▸ YOUR GOAL: Every line below that holds "dead" must be copied.

▸ DATASET RECORDS:

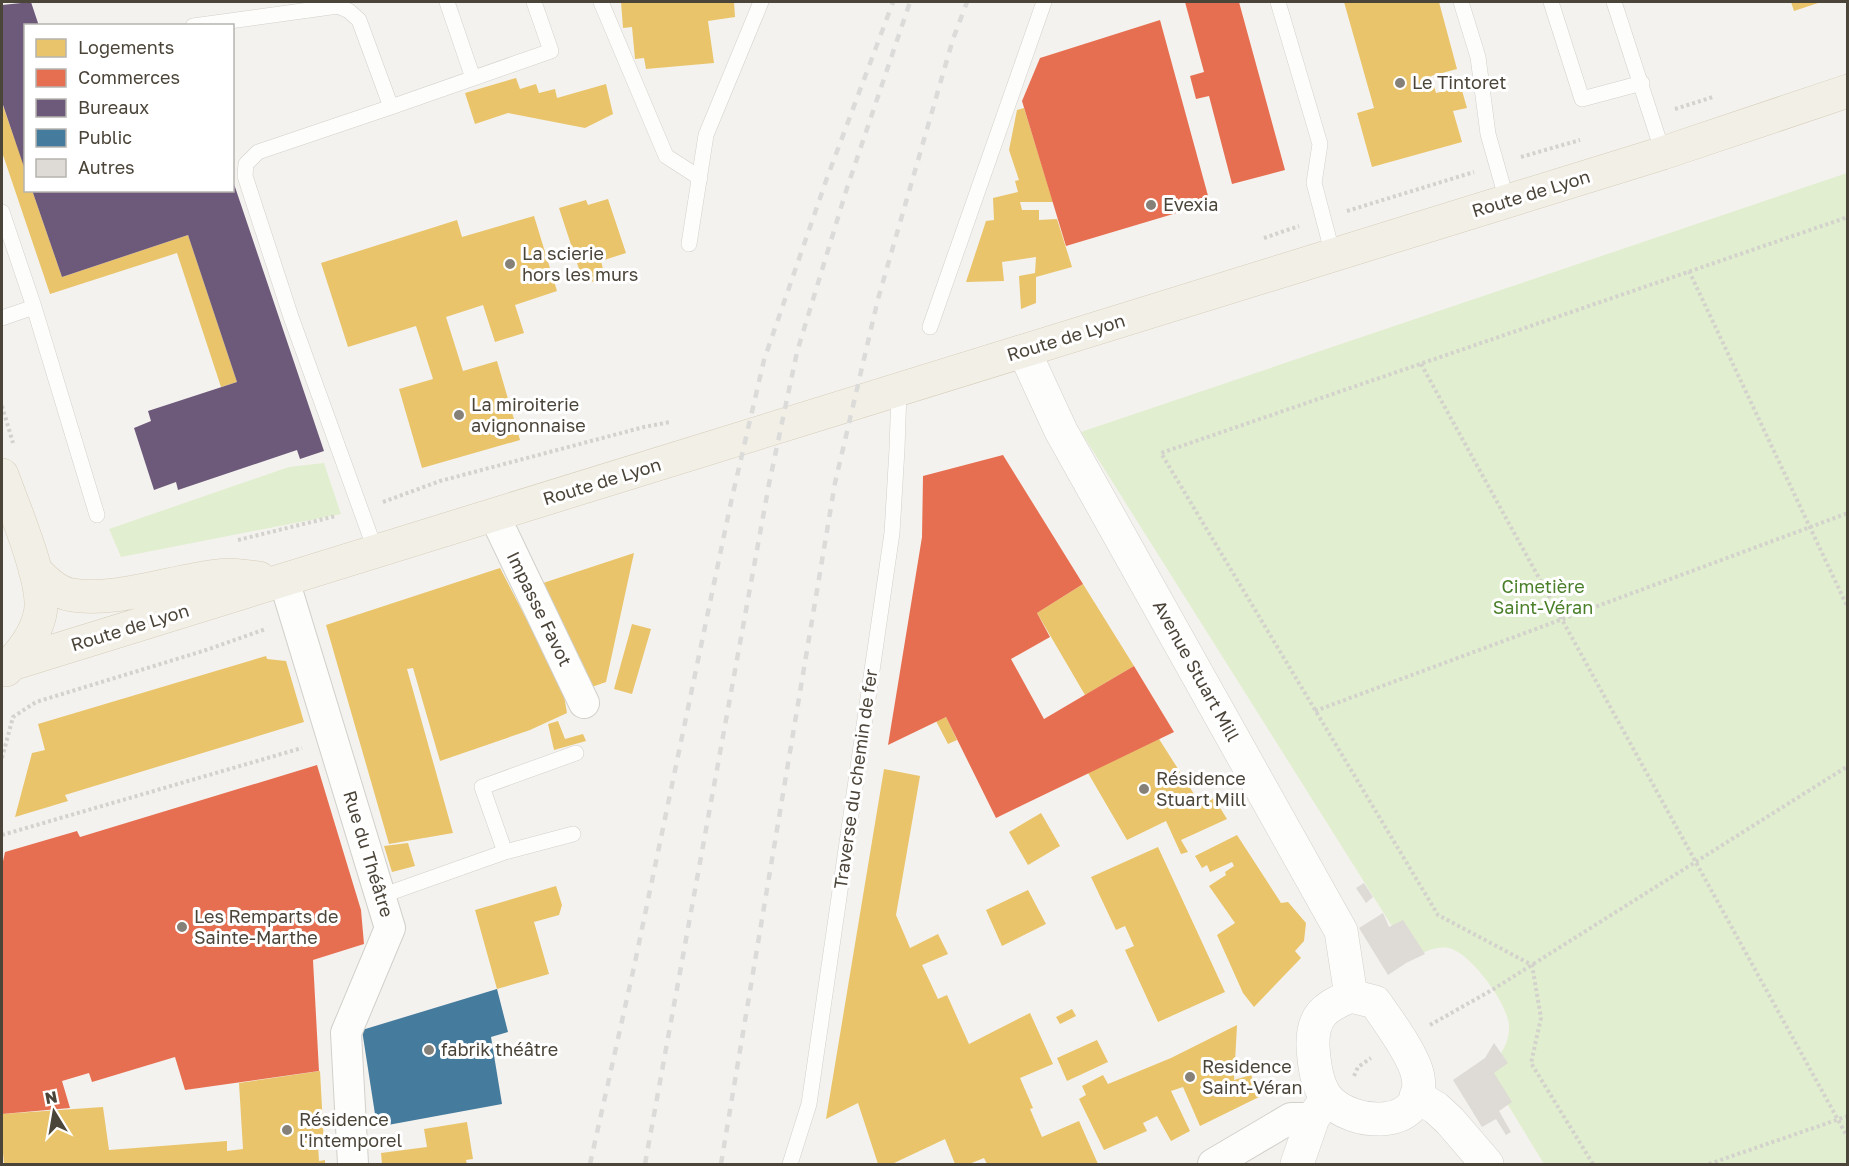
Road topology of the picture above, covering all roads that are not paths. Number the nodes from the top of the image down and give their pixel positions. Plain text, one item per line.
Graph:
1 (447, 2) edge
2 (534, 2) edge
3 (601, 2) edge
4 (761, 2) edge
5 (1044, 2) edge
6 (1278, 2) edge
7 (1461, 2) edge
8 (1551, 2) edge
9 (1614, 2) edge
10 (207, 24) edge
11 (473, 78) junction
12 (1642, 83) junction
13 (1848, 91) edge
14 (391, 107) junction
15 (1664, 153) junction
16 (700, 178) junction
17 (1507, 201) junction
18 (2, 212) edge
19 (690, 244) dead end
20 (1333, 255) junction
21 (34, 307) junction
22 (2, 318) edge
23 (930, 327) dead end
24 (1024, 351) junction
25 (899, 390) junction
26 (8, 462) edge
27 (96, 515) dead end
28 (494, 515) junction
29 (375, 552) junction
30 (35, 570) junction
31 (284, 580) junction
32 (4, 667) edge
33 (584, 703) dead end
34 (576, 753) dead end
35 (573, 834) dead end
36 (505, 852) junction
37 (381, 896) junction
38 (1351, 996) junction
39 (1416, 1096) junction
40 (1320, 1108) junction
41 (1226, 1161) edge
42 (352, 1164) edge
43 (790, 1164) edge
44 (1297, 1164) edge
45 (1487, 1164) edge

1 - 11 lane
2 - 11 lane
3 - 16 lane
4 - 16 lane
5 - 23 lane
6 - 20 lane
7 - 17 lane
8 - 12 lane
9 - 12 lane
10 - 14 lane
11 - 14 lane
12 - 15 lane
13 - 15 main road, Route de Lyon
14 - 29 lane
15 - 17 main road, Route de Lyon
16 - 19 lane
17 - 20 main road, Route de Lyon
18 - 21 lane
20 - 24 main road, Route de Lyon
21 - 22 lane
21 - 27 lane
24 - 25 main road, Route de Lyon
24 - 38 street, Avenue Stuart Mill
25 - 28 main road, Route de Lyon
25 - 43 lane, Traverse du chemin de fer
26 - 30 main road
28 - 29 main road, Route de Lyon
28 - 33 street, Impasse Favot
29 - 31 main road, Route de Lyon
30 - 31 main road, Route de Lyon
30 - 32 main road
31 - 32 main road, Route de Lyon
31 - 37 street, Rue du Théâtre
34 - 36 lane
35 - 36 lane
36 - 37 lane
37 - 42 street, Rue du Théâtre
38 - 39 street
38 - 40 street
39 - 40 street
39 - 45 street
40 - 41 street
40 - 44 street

▸ REPLY:
19 (690, 244) dead end
23 (930, 327) dead end
27 (96, 515) dead end
33 (584, 703) dead end
34 (576, 753) dead end
35 (573, 834) dead end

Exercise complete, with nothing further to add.